Moreover, by the definition of $B_{i}$, we observe that

\[\begin{eqnarray} \forall i \in \mathbb{N}, \ \lambda(B_{i}) = \mu(A_{i}) < \infty . \nonumber \end{eqnarray}\]

Similary, we have

\[\begin{eqnarray} \lambda(B_{0}) & = & \lambda(\mathbb{R}^{m} \setminus T(\mathcal{X})) \nonumber \\ & = & 0 . \nonumber \end{eqnarray}\]

Therefore, $\lambda$ is $\sigma$-finite. For $\theta_{0} \in \Theta$,

\[\begin{eqnarray} B \in \mathcal{B}(\mathbb{R}^{m}), \ P_{\theta_{0}}^{T}(B) & = & P_{\theta_{0}}^{T}(T \in B) \nonumber \\ & = & \int_{\mathcal{X}} 1_{B}(T(x)) \exp \left( \sum_{j=1}^{m} ( a_{i}(\theta_{0}) - a_{i}(\theta) )T_{i}(x) - ( \psi(\theta_{0}) - \psi(\theta) ) \right) \ P_{\theta}(d x) \quad (\because P_{\theta_{0}} \ll P_{\theta}) \nonumber \\ & = & \int_{\mathbb{R}^{m}} 1_{B}(t) \exp \left( \sum_{j=1}^{m} ( a_{i}(\theta_{0}) - a_{i}(\theta) )t_{i} - ( \psi(\theta_{0}) - \psi(\theta) ) \right) \ P_{\theta}^{T}(d t) \nonumber \\ & = & \int_{\mathbb{R}^{m}} 1_{B}(t) \exp \left( \sum_{j=1}^{m} a_{i}(\theta_{0}) t_{i} - \psi(\theta_{0}) \right) \ \lambda(d t) \nonumber \end{eqnarray}\]

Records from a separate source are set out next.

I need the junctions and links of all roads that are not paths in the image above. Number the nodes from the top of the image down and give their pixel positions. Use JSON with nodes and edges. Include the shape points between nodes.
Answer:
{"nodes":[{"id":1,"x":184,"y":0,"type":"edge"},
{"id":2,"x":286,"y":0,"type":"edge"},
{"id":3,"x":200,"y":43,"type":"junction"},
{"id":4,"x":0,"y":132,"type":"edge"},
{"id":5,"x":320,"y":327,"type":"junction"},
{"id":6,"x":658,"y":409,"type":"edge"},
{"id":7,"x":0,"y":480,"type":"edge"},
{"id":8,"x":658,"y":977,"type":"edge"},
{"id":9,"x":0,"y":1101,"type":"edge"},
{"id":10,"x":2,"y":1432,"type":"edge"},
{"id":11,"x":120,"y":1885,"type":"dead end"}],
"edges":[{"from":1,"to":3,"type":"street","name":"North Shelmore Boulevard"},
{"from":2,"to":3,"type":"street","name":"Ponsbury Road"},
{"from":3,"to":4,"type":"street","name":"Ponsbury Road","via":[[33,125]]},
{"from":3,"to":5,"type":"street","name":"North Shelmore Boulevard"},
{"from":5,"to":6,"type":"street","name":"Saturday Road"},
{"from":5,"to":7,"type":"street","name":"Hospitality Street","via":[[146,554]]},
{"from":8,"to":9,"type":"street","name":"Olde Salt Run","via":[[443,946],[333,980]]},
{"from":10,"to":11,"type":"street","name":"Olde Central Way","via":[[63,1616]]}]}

Then $\eqref{chap03_theorem_03_15_density}$ holds.

$\Box$

Natural parameter space.

Theorem 3.16

Natural parameter space is convex space.

proof

$\Box$

Proposition 3.17

$m \in \mathbb{N}$,
$\mu$,
- measure over $(\mathcal{X}, \mathcal{A})$
$\phi: \mathcal{X} \rightarrow \mathbb{R}$,
- measurable function
$T_{k}: \mathcal{X} \rightarrow \mathbb{R} \ (k=1, \ldots, m)$,
- measurable function

Suppose that there exists open subset $V \subseteq \mathbb{R}^{m}$ such that

\[a \in V, \ f(a) := \int_{\mathcal{X}} \phi(x) \exp \left( \sum_{k=1}^{m} a_{k}T_{k}(x) \right) \ \mu(dx) .\]

Then $f$ defined above has a analytic continuation to $D$ where

\[D := \{ z := (z_{1}, \ldots, z_{m}) \in \mathbb{C}^{m} \mid \mathrm{Re}(z) \in V \}\]

and is $m$ variables holomorphic function. Moreover,

\[\mathbf{n} \in \mathbb{Z}_{\ge 0}^{m}, \ z \in D, \ \partial_{z}^{\mathbf{n}} f(z) = \int_{\mathcal{X}} \phi(x) T(x)^{\mathbf{n}} \exp \left( \sum_{k=1}^{m} z_{k}T_{k}(x) \right) \ \mu(dx)\]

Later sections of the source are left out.